(Dataset entries)
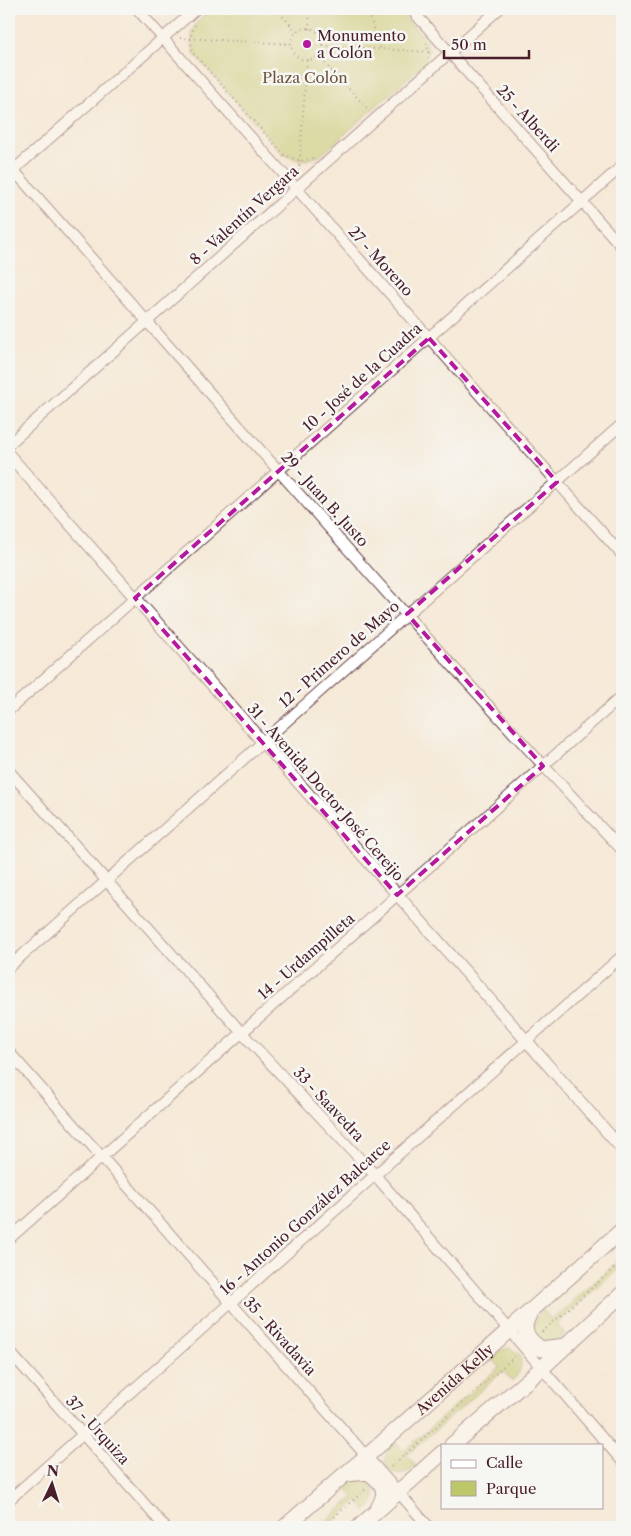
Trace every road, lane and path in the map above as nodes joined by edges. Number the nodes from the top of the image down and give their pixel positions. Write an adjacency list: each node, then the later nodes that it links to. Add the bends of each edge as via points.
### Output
1 (137, 9): 12 (street, 27 - Moreno)
2 (211, 9): 8 (path)
3 (276, 9): 11 (path)
4 (310, 9): 10 (path)
5 (367, 9): 17 (path)
6 (411, 9): 19 (street, 25 - Alberdi)
7 (499, 9): 19 (street, 8 - Valentín Vergara)
8 (200, 12): 12 (street)
9 (196, 22): 13 (path)
10 (309, 29): 11 (path); 16 (path, via 319,34)
11 (297, 32): 15 (path)
12 (163, 38): 13 (path); 27 (street); 28 (street, 27 - Moreno)
13 (190, 38): 15 (path); 25 (path, via 194,54 271,141 284,155)
14 (425, 39): 18 (path)
15 (292, 44): 21 (path, via 296,55)
16 (323, 46): 17 (path); 20 (path)
17 (381, 49): 18 (path)
18 (429, 52): 19 (path); 22 (path)
19 (450, 53): 28 (street, 8 - Valentín Vergara); 29 (street, 25 - Alberdi)
20 (318, 56): 21 (path); 23 (path)
21 (307, 60): 25 (path)
22 (425, 63)
23 (370, 112)
24 (320, 156): 25 (path)
25 (301, 161): 28 (path)
26 (622, 166): 29 (street, 10 - José de la Cuadra)
27 (10, 170): 31 (street, 29 - Juan B. Justo)
28 (297, 188): 31 (street, 8 - Valentín Vergara); 32 (street, 27 - Moreno)
29 (582, 202): 30 (street, 25 - Alberdi); 32 (street, 10 - José de la Cuadra)
30 (622, 247)
31 (147, 321): 34 (street, 8 - Valentín Vergara); 36 (street, 29 - Juan B. Justo)
32 (429, 338): 36 (street, 10 - José de la Cuadra); 37 (street, 27 - Moreno)
33 (622, 424): 37 (street, 12 - Primero de Mayo)
34 (9, 444)
35 (9, 455): 39 (street, 31 - Avenida Doctor José Cereijo)
36 (280, 470): 39 (street, 10 - José de la Cuadra); 40 (street, 29 - Juan B. Justo)
37 (557, 482): 38 (street, 27 - Moreno); 40 (street, 12 - Primero de Mayo)
38 (622, 555)
39 (135, 598): 42 (street, 10 - José de la Cuadra); 43 (street, 31 - Avenida Doctor José Cereijo)
40 (407, 614): 43 (street, 12 - Primero de Mayo); 44 (street, 29 - Juan B. Justo)
41 (622, 696): 44 (street, 14 - Urdampilleta)
42 (9, 710)
43 (262, 742): 47 (street, 12 - Primero de Mayo); 48 (street, 31 - Avenida Doctor José Cereijo)
44 (543, 766): 46 (street, 29 - Juan B. Justo); 48 (street, 14 - Urdampilleta)
45 (9, 772): 47 (street, 33 - Saavedra)
46 (622, 850)
47 (106, 881): 50 (street, 12 - Primero de Mayo); 51 (street, 33 - Saavedra)
48 (397, 895): 51 (street, 14 - Urdampilleta); 52 (street, 31 - Avenida Doctor José Cereijo)
49 (622, 956): 52 (street, 16 - Antonio González Balcarce)
50 (9, 966)
51 (242, 1033): 55 (street, 14 - Urdampilleta); 56 (street, 33 - Saavedra)
52 (526, 1041): 54 (street, 31 - Avenida Doctor José Cereijo); 56 (street, 16 - Antonio González Balcarce)
53 (9, 1052): 55 (street, 35 - Rivadavia)
54 (622, 1149)
55 (102, 1157): 58 (street, 14 - Urdampilleta); 61 (street, 35 - Rivadavia)
56 (375, 1175): 61 (street, 16 - Antonio González Balcarce); 63 (street, 33 - Saavedra)
57 (622, 1230): 62 (main road, Avenida Kelly)
58 (9, 1239)
59 (622, 1261): 64 (path)
60 (622, 1294): 65 (main road)
61 (231, 1303): 68 (street, 16 - Antonio González Balcarce); 71 (street, 35 - Rivadavia)
62 (532, 1309): 63 (main road, Avenida Kelly); 64 (main road, via 526,1321)
63 (510, 1330): 64 (street, 33 - Saavedra); 71 (main road, Avenida Kelly)
64 (528, 1344): 65 (main road, via 541,1349); 67 (street, 33 - Saavedra); 74 (path)
65 (565, 1346): 67 (main road)
66 (9, 1352): 68 (street, 37 - Urquiza)
67 (542, 1368): 69 (main road); 72 (street, 33 - Saavedra)
68 (82, 1435): 76 (street, 16 - Antonio González Balcarce); 78 (street, 37 - Urquiza)
69 (453, 1444)
70 (441, 1454): 75 (main road)
71 (367, 1456): 73 (main road, Avenida Kelly); 74 (street, 35 - Rivadavia)
72 (622, 1461)
73 (344, 1475): 74 (main road, via 368,1472); 79 (main road, Avenida Kelly)
74 (380, 1477): 75 (street, 35 - Rivadavia); 77 (main road, via 383,1500); 80 (path)
75 (398, 1492): 77 (main road); 82 (street, 35 - Rivadavia)
76 (9, 1500)
77 (376, 1512): 81 (main road)
78 (164, 1527)
79 (285, 1527)
80 (322, 1527)
81 (359, 1527)
82 (429, 1527)

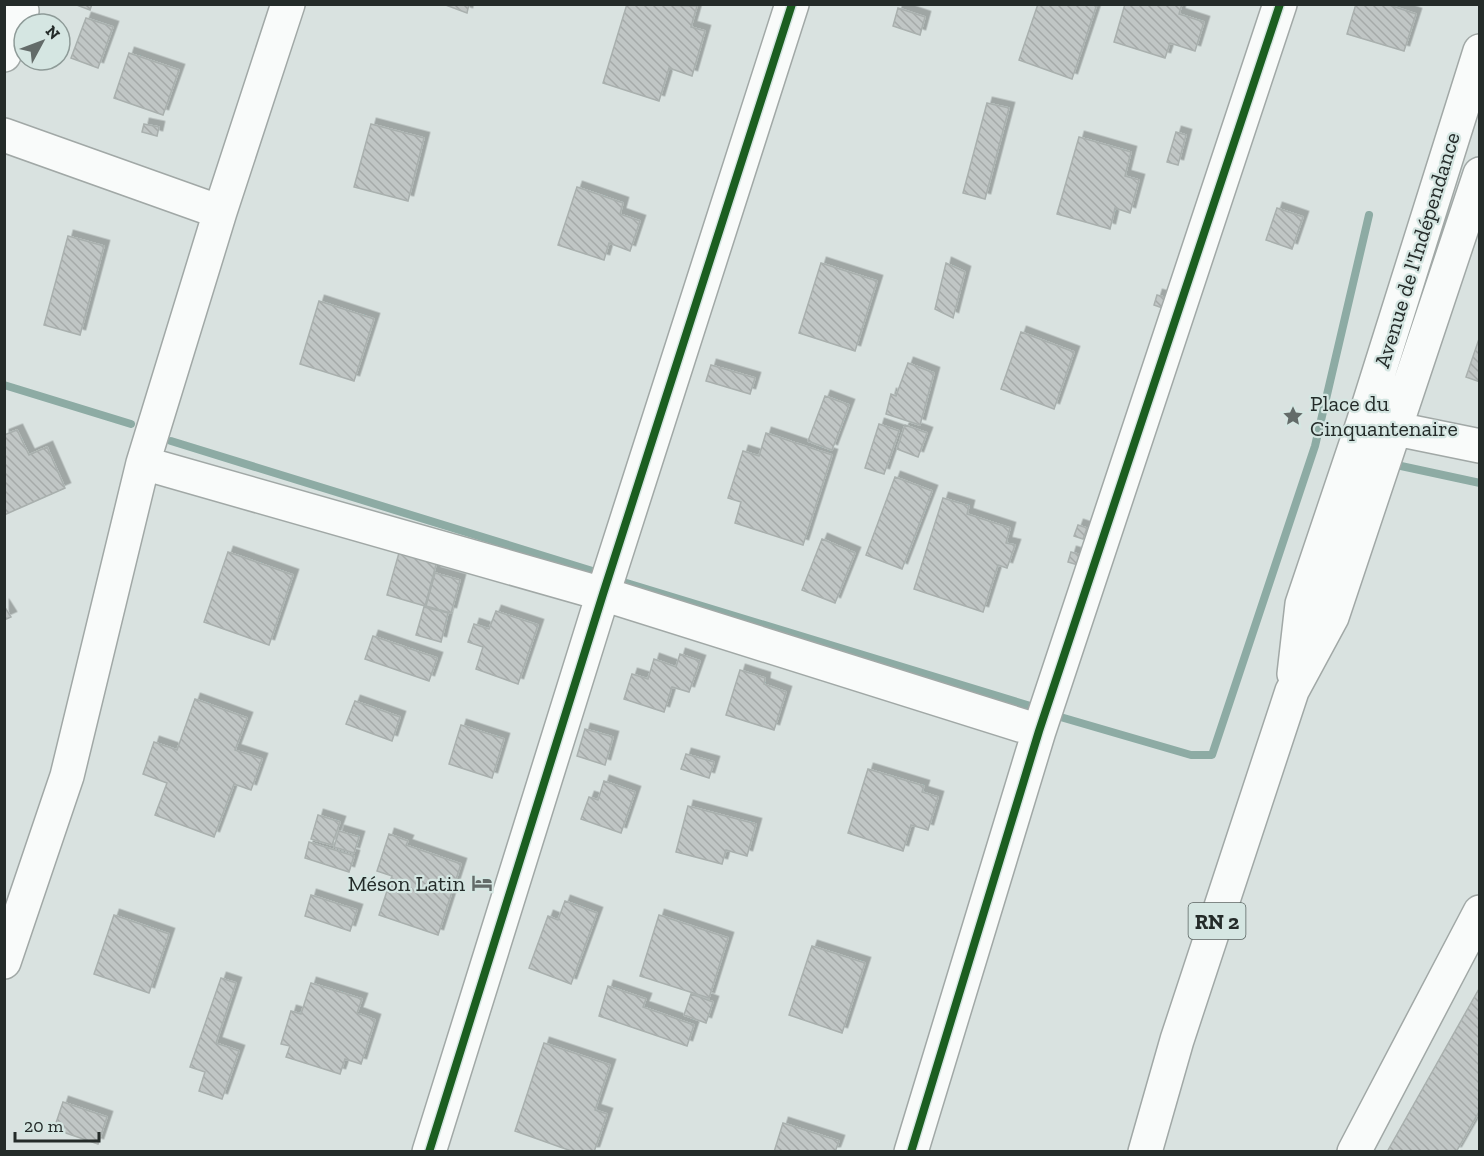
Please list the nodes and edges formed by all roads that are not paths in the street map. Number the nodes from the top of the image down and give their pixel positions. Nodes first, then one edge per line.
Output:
1 (288, 4) edge
2 (792, 4) edge
3 (1280, 4) edge
4 (22, 11) dead end
5 (1479, 51) edge
6 (4, 55) edge
7 (4, 135) edge
8 (1479, 174) edge
9 (220, 212) junction
10 (1363, 423) junction
11 (1395, 428) junction
12 (1479, 446) edge
13 (143, 463) junction
14 (603, 594) junction
15 (1292, 691) junction
16 (1039, 731) junction
17 (1479, 912) edge
18 (4, 962) edge
19 (429, 1152) edge
20 (911, 1152) edge
21 (1145, 1152) edge
22 (1354, 1152) edge

1 - 9 street
2 - 14 street
3 - 16 street
4 - 6 street
5 - 10 street, Avenue de l'Indépendance / RN 2
7 - 9 street
8 - 11 street, Avenue de l'Indépendance / RN 2
9 - 13 street
10 - 11 street
10 - 15 street, Avenue de l'Indépendance / RN 2
11 - 12 street
11 - 15 street, Avenue de l'Indépendance / RN 2
13 - 14 street
13 - 18 street
14 - 16 street
14 - 19 street
15 - 21 street, Avenue de l'Indépendance / RN 2
16 - 20 street
17 - 22 street

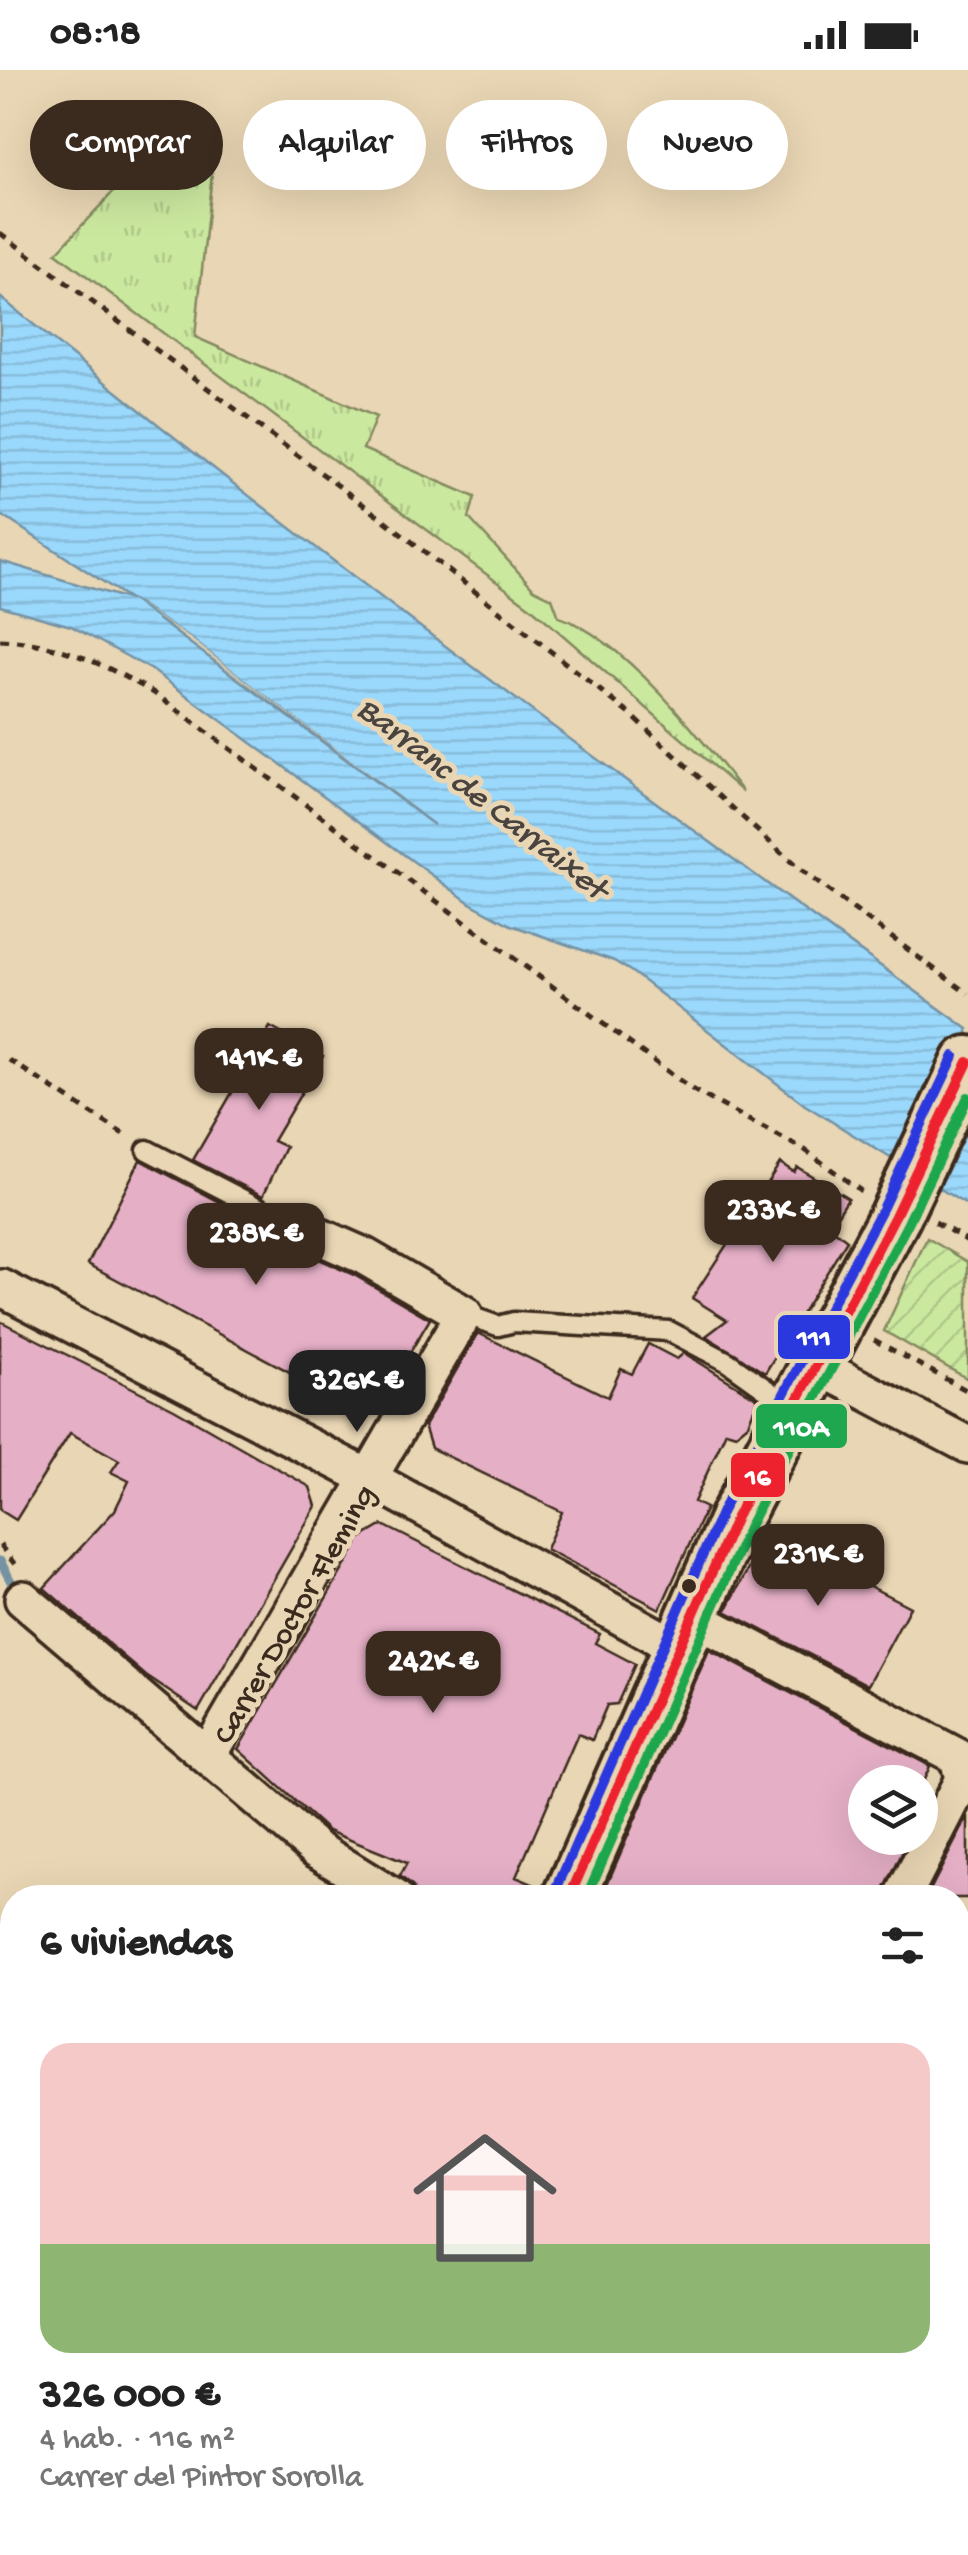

**PROBLEM STATEMENT:** Exclude the images and output the lines above exactly.

**RESPONSE TO THIS EXERCISE:**
Trace every road, lane and path in the map above as nodes joined by edges. Number the nodes from the top of the image down and give their pixel positions. Write an adjacency list: each node, then the later nodes that it links to. Add the bends of each edge as via points.
### Output
1 (137, 9): 12 (street, 27 - Moreno)
2 (211, 9): 8 (path)
3 (276, 9): 11 (path)
4 (310, 9): 10 (path)
5 (367, 9): 17 (path)
6 (411, 9): 19 (street, 25 - Alberdi)
7 (499, 9): 19 (street, 8 - Valentín Vergara)
8 (200, 12): 12 (street)
9 (196, 22): 13 (path)
10 (309, 29): 11 (path); 16 (path, via 319,34)
11 (297, 32): 15 (path)
12 (163, 38): 13 (path); 27 (street); 28 (street, 27 - Moreno)
13 (190, 38): 15 (path); 25 (path, via 194,54 271,141 284,155)
14 (425, 39): 18 (path)
15 (292, 44): 21 (path, via 296,55)
16 (323, 46): 17 (path); 20 (path)
17 (381, 49): 18 (path)
18 (429, 52): 19 (path); 22 (path)
19 (450, 53): 28 (street, 8 - Valentín Vergara); 29 (street, 25 - Alberdi)
20 (318, 56): 21 (path); 23 (path)
21 (307, 60): 25 (path)
22 (425, 63)
23 (370, 112)
24 (320, 156): 25 (path)
25 (301, 161): 28 (path)
26 (622, 166): 29 (street, 10 - José de la Cuadra)
27 (10, 170): 31 (street, 29 - Juan B. Justo)
28 (297, 188): 31 (street, 8 - Valentín Vergara); 32 (street, 27 - Moreno)
29 (582, 202): 30 (street, 25 - Alberdi); 32 (street, 10 - José de la Cuadra)
30 (622, 247)
31 (147, 321): 34 (street, 8 - Valentín Vergara); 36 (street, 29 - Juan B. Justo)
32 (429, 338): 36 (street, 10 - José de la Cuadra); 37 (street, 27 - Moreno)
33 (622, 424): 37 (street, 12 - Primero de Mayo)
34 (9, 444)
35 (9, 455): 39 (street, 31 - Avenida Doctor José Cereijo)
36 (280, 470): 39 (street, 10 - José de la Cuadra); 40 (street, 29 - Juan B. Justo)
37 (557, 482): 38 (street, 27 - Moreno); 40 (street, 12 - Primero de Mayo)
38 (622, 555)
39 (135, 598): 42 (street, 10 - José de la Cuadra); 43 (street, 31 - Avenida Doctor José Cereijo)
40 (407, 614): 43 (street, 12 - Primero de Mayo); 44 (street, 29 - Juan B. Justo)
41 (622, 696): 44 (street, 14 - Urdampilleta)
42 (9, 710)
43 (262, 742): 47 (street, 12 - Primero de Mayo); 48 (street, 31 - Avenida Doctor José Cereijo)
44 (543, 766): 46 (street, 29 - Juan B. Justo); 48 (street, 14 - Urdampilleta)
45 (9, 772): 47 (street, 33 - Saavedra)
46 (622, 850)
47 (106, 881): 50 (street, 12 - Primero de Mayo); 51 (street, 33 - Saavedra)
48 (397, 895): 51 (street, 14 - Urdampilleta); 52 (street, 31 - Avenida Doctor José Cereijo)
49 (622, 956): 52 (street, 16 - Antonio González Balcarce)
50 (9, 966)
51 (242, 1033): 55 (street, 14 - Urdampilleta); 56 (street, 33 - Saavedra)
52 (526, 1041): 54 (street, 31 - Avenida Doctor José Cereijo); 56 (street, 16 - Antonio González Balcarce)
53 (9, 1052): 55 (street, 35 - Rivadavia)
54 (622, 1149)
55 (102, 1157): 58 (street, 14 - Urdampilleta); 61 (street, 35 - Rivadavia)
56 (375, 1175): 61 (street, 16 - Antonio González Balcarce); 63 (street, 33 - Saavedra)
57 (622, 1230): 62 (main road, Avenida Kelly)
58 (9, 1239)
59 (622, 1261): 64 (path)
60 (622, 1294): 65 (main road)
61 (231, 1303): 68 (street, 16 - Antonio González Balcarce); 71 (street, 35 - Rivadavia)
62 (532, 1309): 63 (main road, Avenida Kelly); 64 (main road, via 526,1321)
63 (510, 1330): 64 (street, 33 - Saavedra); 71 (main road, Avenida Kelly)
64 (528, 1344): 65 (main road, via 541,1349); 67 (street, 33 - Saavedra); 74 (path)
65 (565, 1346): 67 (main road)
66 (9, 1352): 68 (street, 37 - Urquiza)
67 (542, 1368): 69 (main road); 72 (street, 33 - Saavedra)
68 (82, 1435): 76 (street, 16 - Antonio González Balcarce); 78 (street, 37 - Urquiza)
69 (453, 1444)
70 (441, 1454): 75 (main road)
71 (367, 1456): 73 (main road, Avenida Kelly); 74 (street, 35 - Rivadavia)
72 (622, 1461)
73 (344, 1475): 74 (main road, via 368,1472); 79 (main road, Avenida Kelly)
74 (380, 1477): 75 (street, 35 - Rivadavia); 77 (main road, via 383,1500); 80 (path)
75 (398, 1492): 77 (main road); 82 (street, 35 - Rivadavia)
76 (9, 1500)
77 (376, 1512): 81 (main road)
78 (164, 1527)
79 (285, 1527)
80 (322, 1527)
81 (359, 1527)
82 (429, 1527)

Please list the nodes and edges formed by all roads that are not paths in the street map. Number the nodes from the top of the image down and give their pixel positions. Nodes first, then one edge per line.
Output:
1 (288, 4) edge
2 (792, 4) edge
3 (1280, 4) edge
4 (22, 11) dead end
5 (1479, 51) edge
6 (4, 55) edge
7 (4, 135) edge
8 (1479, 174) edge
9 (220, 212) junction
10 (1363, 423) junction
11 (1395, 428) junction
12 (1479, 446) edge
13 (143, 463) junction
14 (603, 594) junction
15 (1292, 691) junction
16 (1039, 731) junction
17 (1479, 912) edge
18 (4, 962) edge
19 (429, 1152) edge
20 (911, 1152) edge
21 (1145, 1152) edge
22 (1354, 1152) edge

1 - 9 street
2 - 14 street
3 - 16 street
4 - 6 street
5 - 10 street, Avenue de l'Indépendance / RN 2
7 - 9 street
8 - 11 street, Avenue de l'Indépendance / RN 2
9 - 13 street
10 - 11 street
10 - 15 street, Avenue de l'Indépendance / RN 2
11 - 12 street
11 - 15 street, Avenue de l'Indépendance / RN 2
13 - 14 street
13 - 18 street
14 - 16 street
14 - 19 street
15 - 21 street, Avenue de l'Indépendance / RN 2
16 - 20 street
17 - 22 street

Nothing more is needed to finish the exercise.